Kepala BKPM Thomas Lembong mengatakan bahwa 23 Permen yang baru saja diteken pemerintah berpotensi mempersulit ruang gerak pelaku usaha. Pasalnya, beberapa regulasi itu mengatur sejumlah syarat serta tambahan izin-izin baru yang mesti dipenuhi pelaku usaha bila ingin berinvestasi. Hal itu jelas sekali bertolakbelakang dengan upaya pemerintah yang terus menggenjot peringkat Indonesia terkait kemudahan dalam berinvestasi (Ease of Doing Business).

“Dalam lima bulan terakhir, lebih banyak re-regulasi. Banyak muncul Permen yang atur syarat dan izin-izin baru, bukannya penyederhanaan (deregulasi),” kata Lembong saat diwawancara di kantornya, Rabu (23/4).

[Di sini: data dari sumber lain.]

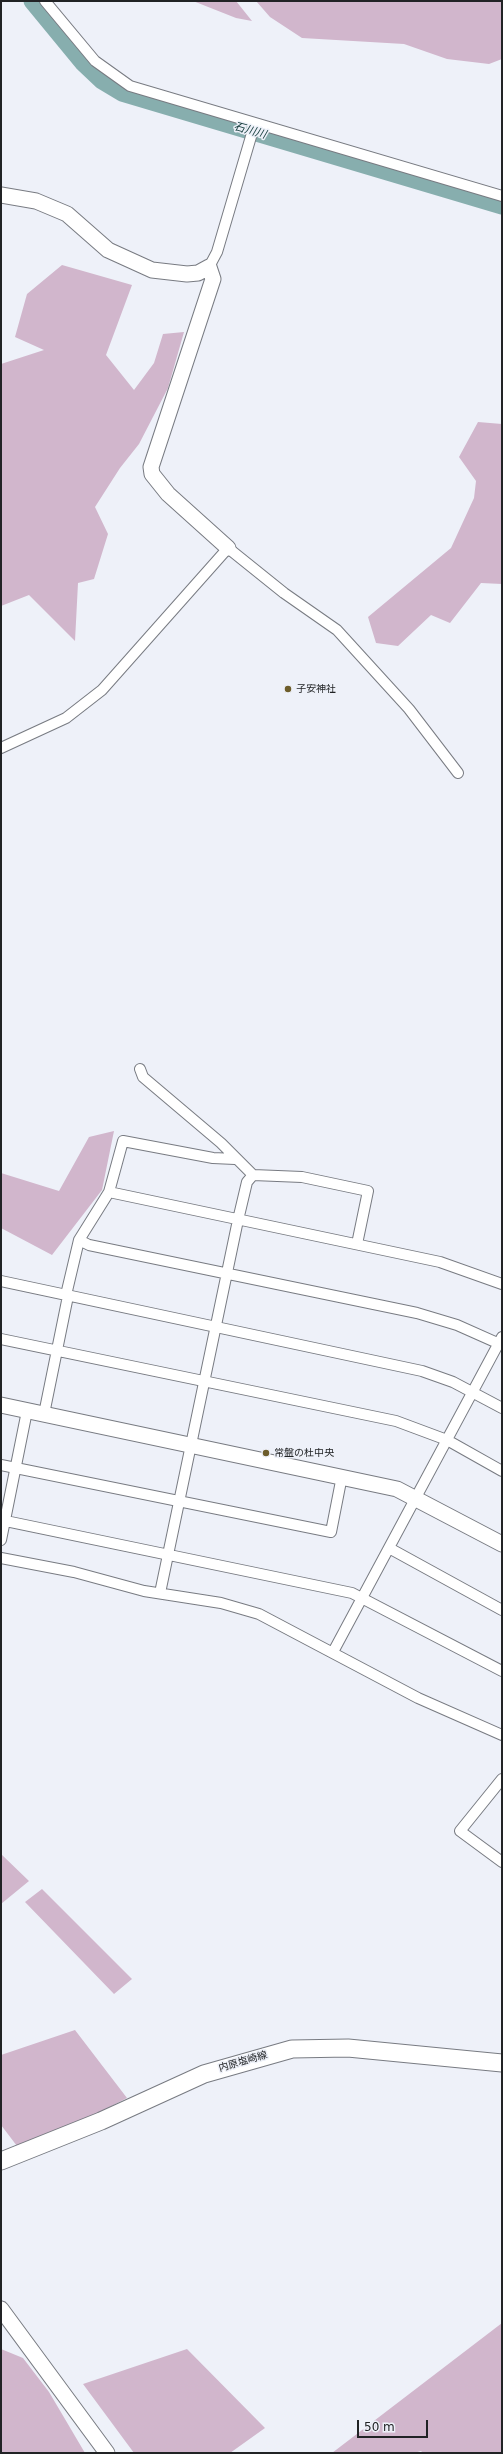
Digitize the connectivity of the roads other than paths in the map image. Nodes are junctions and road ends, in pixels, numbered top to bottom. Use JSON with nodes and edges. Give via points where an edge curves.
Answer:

Lembong menambahkan, kondisi belakangan ini memang cukup membuat pelaku usaha khususnya PMA khawatir untuk berinvestasi. Mereka khawatir terhadap risiko mengenai kepastian berinvestasi lantaran belakangan ini pemerintah justru banyak melakukan re-regulasi ketimbang deregulasi aturan-aturan yang menghambat investasi. Akibatnya, kata Lembong, realisasi investasi yang dilakukan oleh PMA cenderung mengalami stagnasi dari tahun ke tahun.

Padahal, Presiden Joko Widodo dalam suatu rapat terbatas baru-baru ini pernah meminta agar Indonesia mencari contoh negara yang dinilai berhasil dalam membuat regulasi di bidang investasi. Kata Lembong, Indonesia bisa saja berkaca dari negara tetangga, yakni India dan Vietnam. Kedua negara ini berhasil mencapai realisasi investasi, salah satunya dengan melakukan deregulasi peraturan secara besar-besaran dimana iklim investasi di negara itu semakin terbuka dan membuat pelaku usaha lebih leluasa.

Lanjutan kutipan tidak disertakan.